▶ Record extracts:
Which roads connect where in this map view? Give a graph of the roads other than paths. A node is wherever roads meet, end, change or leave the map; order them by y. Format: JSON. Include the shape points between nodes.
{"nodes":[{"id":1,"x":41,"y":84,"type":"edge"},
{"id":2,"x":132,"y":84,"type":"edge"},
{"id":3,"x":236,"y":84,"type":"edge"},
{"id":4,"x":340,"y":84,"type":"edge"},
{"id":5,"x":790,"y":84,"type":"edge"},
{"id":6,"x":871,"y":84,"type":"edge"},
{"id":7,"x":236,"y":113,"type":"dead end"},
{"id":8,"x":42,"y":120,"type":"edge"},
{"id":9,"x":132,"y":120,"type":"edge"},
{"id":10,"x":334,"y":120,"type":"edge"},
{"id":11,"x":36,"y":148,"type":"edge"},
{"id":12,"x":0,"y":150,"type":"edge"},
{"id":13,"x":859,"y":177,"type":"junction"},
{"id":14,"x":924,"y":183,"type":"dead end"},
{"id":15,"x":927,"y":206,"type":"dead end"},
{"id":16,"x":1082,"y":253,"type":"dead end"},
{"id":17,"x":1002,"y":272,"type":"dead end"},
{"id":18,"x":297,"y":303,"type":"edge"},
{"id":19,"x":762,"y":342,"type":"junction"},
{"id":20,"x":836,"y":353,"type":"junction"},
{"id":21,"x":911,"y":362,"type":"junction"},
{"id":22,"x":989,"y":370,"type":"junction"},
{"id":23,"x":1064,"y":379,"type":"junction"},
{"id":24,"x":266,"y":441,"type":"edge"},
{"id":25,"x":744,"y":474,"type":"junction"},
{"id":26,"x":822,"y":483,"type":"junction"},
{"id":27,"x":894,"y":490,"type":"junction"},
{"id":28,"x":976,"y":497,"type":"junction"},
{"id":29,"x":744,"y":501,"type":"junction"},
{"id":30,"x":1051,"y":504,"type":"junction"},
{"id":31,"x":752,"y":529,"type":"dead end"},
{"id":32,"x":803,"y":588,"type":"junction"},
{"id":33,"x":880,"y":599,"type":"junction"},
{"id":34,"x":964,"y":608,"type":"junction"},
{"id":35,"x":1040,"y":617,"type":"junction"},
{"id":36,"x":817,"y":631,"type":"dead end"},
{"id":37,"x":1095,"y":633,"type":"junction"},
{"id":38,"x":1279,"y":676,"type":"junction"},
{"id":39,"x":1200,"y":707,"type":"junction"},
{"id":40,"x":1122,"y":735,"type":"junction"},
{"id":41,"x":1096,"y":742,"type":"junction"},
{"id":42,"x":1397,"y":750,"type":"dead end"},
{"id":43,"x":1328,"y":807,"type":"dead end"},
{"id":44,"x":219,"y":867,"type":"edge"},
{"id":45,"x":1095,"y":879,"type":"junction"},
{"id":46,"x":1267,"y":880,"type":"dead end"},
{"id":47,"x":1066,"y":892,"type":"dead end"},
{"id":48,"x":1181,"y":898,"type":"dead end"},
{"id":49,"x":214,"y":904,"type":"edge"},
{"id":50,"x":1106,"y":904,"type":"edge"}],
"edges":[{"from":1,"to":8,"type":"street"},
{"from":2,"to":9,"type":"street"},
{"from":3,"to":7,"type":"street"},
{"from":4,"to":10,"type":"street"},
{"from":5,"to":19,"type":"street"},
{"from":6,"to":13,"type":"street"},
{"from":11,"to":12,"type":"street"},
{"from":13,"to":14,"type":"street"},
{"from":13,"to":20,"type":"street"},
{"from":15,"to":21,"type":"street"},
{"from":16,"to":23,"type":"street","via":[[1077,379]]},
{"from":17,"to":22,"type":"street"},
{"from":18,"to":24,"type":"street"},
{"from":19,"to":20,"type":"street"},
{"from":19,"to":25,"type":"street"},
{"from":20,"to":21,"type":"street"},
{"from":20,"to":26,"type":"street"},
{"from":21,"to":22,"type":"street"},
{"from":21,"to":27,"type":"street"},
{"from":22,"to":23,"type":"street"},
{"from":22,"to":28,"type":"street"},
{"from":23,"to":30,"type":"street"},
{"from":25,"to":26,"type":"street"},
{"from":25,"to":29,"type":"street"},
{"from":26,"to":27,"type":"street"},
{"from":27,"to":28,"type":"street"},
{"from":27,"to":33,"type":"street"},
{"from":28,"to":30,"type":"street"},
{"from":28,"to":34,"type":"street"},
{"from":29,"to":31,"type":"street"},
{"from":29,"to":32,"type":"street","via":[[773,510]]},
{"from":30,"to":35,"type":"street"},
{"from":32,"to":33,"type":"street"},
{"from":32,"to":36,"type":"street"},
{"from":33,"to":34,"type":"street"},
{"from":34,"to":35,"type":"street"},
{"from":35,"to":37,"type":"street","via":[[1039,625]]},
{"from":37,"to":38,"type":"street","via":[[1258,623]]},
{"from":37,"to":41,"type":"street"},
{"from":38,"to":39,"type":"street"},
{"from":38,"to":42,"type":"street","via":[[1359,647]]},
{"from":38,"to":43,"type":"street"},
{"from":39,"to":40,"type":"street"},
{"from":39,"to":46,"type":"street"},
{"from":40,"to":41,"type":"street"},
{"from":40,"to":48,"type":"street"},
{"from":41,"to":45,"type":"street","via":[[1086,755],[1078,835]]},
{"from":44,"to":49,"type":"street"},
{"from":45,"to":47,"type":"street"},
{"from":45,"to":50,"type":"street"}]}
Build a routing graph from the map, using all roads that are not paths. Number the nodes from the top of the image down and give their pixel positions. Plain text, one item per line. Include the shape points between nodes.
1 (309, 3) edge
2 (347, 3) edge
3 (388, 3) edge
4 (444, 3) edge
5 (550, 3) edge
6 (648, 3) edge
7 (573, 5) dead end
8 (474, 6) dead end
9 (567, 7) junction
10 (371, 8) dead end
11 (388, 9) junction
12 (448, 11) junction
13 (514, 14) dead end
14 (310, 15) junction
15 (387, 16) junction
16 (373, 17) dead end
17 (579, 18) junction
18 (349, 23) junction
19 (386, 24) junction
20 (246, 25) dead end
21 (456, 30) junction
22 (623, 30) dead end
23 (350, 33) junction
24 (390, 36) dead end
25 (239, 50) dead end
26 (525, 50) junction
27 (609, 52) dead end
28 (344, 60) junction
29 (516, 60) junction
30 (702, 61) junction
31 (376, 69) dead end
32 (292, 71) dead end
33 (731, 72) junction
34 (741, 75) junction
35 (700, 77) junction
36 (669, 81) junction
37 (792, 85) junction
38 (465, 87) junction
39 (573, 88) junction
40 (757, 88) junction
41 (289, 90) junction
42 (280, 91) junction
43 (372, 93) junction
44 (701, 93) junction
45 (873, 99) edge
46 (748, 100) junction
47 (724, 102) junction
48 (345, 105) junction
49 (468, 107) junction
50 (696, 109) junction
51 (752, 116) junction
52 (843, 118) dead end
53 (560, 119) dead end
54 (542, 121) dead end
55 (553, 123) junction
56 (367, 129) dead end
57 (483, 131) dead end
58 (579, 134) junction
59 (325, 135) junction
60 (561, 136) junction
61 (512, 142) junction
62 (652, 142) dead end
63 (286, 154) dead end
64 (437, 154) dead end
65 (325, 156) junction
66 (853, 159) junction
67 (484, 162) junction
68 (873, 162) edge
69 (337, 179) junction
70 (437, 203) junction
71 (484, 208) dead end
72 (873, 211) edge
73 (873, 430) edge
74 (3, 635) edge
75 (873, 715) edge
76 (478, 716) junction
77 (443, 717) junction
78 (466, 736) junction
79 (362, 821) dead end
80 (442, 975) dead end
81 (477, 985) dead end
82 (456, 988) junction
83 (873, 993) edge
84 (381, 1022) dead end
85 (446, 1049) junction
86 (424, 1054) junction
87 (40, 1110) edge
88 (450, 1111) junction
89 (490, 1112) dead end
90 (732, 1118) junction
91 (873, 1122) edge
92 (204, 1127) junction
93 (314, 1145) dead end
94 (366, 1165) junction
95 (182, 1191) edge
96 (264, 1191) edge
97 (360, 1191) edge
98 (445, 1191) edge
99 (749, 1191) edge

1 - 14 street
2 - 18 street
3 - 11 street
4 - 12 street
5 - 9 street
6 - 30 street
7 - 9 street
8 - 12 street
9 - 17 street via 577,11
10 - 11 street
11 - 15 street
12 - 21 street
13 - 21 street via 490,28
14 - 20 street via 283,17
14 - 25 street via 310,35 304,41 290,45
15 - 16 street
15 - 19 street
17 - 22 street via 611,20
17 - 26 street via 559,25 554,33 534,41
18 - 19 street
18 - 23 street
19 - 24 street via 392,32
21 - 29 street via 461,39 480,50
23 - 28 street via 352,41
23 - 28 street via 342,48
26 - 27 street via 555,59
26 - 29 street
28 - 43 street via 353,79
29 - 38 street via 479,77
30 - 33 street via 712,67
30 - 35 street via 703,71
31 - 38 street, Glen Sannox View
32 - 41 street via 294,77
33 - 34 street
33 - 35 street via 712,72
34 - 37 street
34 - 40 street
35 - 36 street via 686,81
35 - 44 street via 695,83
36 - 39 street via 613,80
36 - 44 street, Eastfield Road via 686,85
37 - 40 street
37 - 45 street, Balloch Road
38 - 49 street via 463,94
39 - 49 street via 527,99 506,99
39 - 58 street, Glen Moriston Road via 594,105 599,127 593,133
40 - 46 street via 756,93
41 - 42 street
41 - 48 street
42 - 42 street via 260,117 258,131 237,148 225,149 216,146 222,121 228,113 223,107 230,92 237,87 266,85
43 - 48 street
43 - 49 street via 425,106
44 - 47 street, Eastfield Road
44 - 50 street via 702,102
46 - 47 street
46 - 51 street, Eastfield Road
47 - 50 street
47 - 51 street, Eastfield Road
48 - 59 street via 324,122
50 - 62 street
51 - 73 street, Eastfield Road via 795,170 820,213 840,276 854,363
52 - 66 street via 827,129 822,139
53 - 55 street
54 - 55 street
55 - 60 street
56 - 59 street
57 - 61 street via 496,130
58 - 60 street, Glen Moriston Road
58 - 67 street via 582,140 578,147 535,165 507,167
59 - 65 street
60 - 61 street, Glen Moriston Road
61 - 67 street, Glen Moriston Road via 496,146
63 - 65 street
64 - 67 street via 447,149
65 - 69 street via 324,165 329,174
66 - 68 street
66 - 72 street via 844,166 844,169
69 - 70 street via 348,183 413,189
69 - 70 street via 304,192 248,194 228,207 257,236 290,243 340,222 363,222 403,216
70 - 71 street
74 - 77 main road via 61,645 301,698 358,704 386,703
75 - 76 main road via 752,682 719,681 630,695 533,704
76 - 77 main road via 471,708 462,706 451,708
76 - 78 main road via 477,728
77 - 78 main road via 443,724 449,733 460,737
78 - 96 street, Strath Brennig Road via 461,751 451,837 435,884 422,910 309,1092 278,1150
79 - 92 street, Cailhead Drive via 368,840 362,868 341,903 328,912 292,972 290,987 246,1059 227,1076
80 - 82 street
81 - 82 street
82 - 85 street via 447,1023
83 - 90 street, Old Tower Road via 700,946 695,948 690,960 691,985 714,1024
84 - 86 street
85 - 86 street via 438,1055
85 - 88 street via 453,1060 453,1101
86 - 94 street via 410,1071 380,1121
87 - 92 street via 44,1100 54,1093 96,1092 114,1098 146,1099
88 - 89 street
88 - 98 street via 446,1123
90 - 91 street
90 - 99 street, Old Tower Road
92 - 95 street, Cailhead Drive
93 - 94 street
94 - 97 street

▶ Instructions for the task:
Select and copy every line from the records that includes the word "Glen".

▶ Answer space:
31 - 38 street, Glen Sannox View
39 - 58 street, Glen Moriston Road via 594,105 599,127 593,133
58 - 60 street, Glen Moriston Road
60 - 61 street, Glen Moriston Road
61 - 67 street, Glen Moriston Road via 496,146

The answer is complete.